The World is Not Enough
MPAA Rating : PG-13
Year of Release : 1999
"Somehow, the whole art of intrigue has been lost in a giant fireball," I bemoaned back in 1997 after viewing the Schwarzenegger-ization of James Bond in "Tomorrow Never Dies." Now, two years later, having viewed "The World is Not Enough," the 19th installment of the James Bond series, there was little evidence to suggest that anything has changed. In fact, the series seems to have sunk a little further by casting Denise Richards ("Wild Things") as a sexy nuclear physicist for no other reason than to attract the horny teenage male crowd who has made her the most downloaded woman on the Internet.
In "The World is Not Enough," Bond (Pierce Brosnan, in his third turn as 007) is charged with protecting Elektra King (French siren Sophie Marceau), the wealthy heiress of an oil fortune whose father, a good friend of the British government, was killed in the movie's opening sequence. The government fears that Elektra will be the target of the movie's arch-villain, Renard (Robert Carlyle), who we find out had already kidnapped and held Elektra hostage before. Every villain in a James Bond film has to have something unique, and Renard, a renegade Russian terrorist, has an interesting twist: he has a bullet in his brain that is slowly working its way to the cerebral cortex, and along the way it is killing off his ability to feel.
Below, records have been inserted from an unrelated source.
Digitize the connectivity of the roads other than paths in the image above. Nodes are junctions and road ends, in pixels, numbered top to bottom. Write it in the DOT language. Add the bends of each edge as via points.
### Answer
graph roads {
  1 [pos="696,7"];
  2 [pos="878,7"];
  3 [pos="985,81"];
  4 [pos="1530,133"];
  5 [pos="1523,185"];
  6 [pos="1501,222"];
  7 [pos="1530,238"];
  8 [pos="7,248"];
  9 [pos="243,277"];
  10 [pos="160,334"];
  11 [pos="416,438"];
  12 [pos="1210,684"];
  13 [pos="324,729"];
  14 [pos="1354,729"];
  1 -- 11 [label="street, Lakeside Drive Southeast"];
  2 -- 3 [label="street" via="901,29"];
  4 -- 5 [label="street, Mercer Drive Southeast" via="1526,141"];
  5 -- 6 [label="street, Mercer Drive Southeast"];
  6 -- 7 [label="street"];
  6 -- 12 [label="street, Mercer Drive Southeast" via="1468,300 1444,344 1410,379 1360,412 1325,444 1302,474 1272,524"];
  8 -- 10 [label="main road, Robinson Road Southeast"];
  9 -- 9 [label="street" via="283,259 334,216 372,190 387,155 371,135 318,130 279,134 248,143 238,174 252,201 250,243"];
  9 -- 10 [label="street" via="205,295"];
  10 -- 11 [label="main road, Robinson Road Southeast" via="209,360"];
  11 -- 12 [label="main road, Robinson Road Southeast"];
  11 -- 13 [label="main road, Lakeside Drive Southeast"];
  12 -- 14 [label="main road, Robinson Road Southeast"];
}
Thus, not only is he suicide-mad since he will die soon anyway, but he is at an advantage because he cannot feel pain.
The movie also gives us Richards as Christmas Jones, a nuclear physicist with whom Bond teams up to stop a global plan to destroy oil pipelines. Richards is by the far the weakest link in the movie. Not only is she of dubious acting ability, but screenwriters Neal Purvis, Robert Wade, and Bruce Feirstein do her no favors by saddling her with either expository dialogue meant to explain complex situations with lots of pseudo-scientific babble ("If the plutonium is put in the nuclear reaction ..."), or banal exclamations ("Look out, James!"). Other than that, Richards' personality-devoid character has no purpose beyond providing a shapely figure in tank top and hot pants. Luckily, Marceau is significantly more effective as Elektra, not only because her acting is of a superior quality, but because she is actually given a complex character to play.
This is not to say that "The World is Not Enough," like all films in the 007 franchise, does not have its pleasurable aspects. Judi Dench ("Shakespeare in Love") continues to flesh out her role as M, Bond's tough superior. M is actually given a place in the film beyond the requisite opening scene where she gives 007 his assignment. Dench, tough and motherly at the same time, gives M a human side she's never had a chance to show before, and even shows in a little Bond-like ingenuity when she is captured and held prisoner.
The movie also benefits greatly from a bit of humorous stunt casting, when ex-Monty Python member John Cleese is introduced as R, the successor to Q (Desmond Llewelyn), Bond's long-time gadget inventor. The humorous bantering between R and Bond is frivolously enjoyable, and it makes you look forward to the next installment when R will presumably take over for good.
Director Michael Apted ("Extreme Measures," "Nell"), in his first stint as a Bond director, does not add anything particularly notable to the film. He is a competent action director, and the opening chase sequence across the Thames River in London involving a couple of high-powered speedboats is a wild ride, as is a ski chase scene involving a group of terrorists descending from the sky in snow-mobiles that also fly. The rest of the action is unfortunately ho-hum, with the explosions getting bigger and the suspense getting weaker.
Special effects have slowly been replacing stunt work in the Bond films, which has resulted in the loss of that extra dimension of danger. When, in "The Spy Who Loved Me" (1977), Bond skies off an enormous cliff and glides to safety with a Union Jack parachute, the scene had heart-rushing intensity because you always knew in the back of your mind that someone actually did that.
In today's movie world of blue screens and digital effects, the action is getting bigger and less effective because that palpable sense of danger and actuality is missing. The closest "The World is Not Enough" comes to achieving that sensation is when Bond and Christmas are trapped in a crashed nuclear submarine that is slowly flooding from the bottom up, but even then all I could think of was the fact that James Cameron has already done it better in "Titanic."